◆ **About this task**
Scan the entries below for the word "main", then copy each line that holds it.

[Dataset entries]
__________

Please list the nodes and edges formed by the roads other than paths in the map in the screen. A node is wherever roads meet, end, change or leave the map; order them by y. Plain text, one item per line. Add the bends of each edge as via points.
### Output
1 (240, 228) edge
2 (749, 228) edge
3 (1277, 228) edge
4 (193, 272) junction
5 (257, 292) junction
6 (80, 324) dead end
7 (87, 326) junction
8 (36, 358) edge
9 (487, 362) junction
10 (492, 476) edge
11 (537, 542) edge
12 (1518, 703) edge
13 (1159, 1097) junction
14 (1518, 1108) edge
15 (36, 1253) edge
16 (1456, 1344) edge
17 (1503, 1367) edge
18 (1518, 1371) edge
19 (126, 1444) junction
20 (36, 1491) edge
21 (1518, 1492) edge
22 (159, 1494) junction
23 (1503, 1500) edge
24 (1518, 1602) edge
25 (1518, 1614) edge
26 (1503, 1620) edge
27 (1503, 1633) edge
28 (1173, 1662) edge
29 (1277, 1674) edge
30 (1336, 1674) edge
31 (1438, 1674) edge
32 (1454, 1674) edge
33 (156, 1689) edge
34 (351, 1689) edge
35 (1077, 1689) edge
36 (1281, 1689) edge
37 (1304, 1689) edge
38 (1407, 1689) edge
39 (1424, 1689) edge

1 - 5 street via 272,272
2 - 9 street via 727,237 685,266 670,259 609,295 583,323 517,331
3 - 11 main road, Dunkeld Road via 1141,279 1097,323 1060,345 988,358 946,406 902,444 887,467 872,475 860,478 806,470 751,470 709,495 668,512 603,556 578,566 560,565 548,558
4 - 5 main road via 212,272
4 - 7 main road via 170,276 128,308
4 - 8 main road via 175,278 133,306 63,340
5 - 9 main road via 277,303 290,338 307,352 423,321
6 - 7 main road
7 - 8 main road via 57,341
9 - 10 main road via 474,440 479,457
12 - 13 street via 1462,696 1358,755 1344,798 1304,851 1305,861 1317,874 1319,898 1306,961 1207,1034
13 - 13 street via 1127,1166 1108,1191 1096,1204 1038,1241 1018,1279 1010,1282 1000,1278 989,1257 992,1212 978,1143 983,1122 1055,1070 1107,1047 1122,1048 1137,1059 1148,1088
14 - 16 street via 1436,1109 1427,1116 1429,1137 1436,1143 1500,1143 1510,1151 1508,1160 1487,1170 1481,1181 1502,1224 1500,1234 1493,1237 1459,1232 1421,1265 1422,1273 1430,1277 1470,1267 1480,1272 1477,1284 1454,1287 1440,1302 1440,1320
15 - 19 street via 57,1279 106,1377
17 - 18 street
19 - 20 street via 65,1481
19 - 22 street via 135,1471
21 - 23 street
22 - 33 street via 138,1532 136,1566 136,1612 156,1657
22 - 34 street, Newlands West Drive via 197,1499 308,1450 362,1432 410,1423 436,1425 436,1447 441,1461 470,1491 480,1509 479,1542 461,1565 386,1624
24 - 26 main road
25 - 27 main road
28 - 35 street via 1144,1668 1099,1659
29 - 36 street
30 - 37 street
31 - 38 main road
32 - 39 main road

__________

◆ **Written response**
3 - 11 main road, Dunkeld Road via 1141,279 1097,323 1060,345 988,358 946,406 902,444 887,467 872,475 860,478 806,470 751,470 709,495 668,512 603,556 578,566 560,565 548,558
4 - 5 main road via 212,272
4 - 7 main road via 170,276 128,308
4 - 8 main road via 175,278 133,306 63,340
5 - 9 main road via 277,303 290,338 307,352 423,321
6 - 7 main road
7 - 8 main road via 57,341
9 - 10 main road via 474,440 479,457
24 - 26 main road
25 - 27 main road
31 - 38 main road
32 - 39 main road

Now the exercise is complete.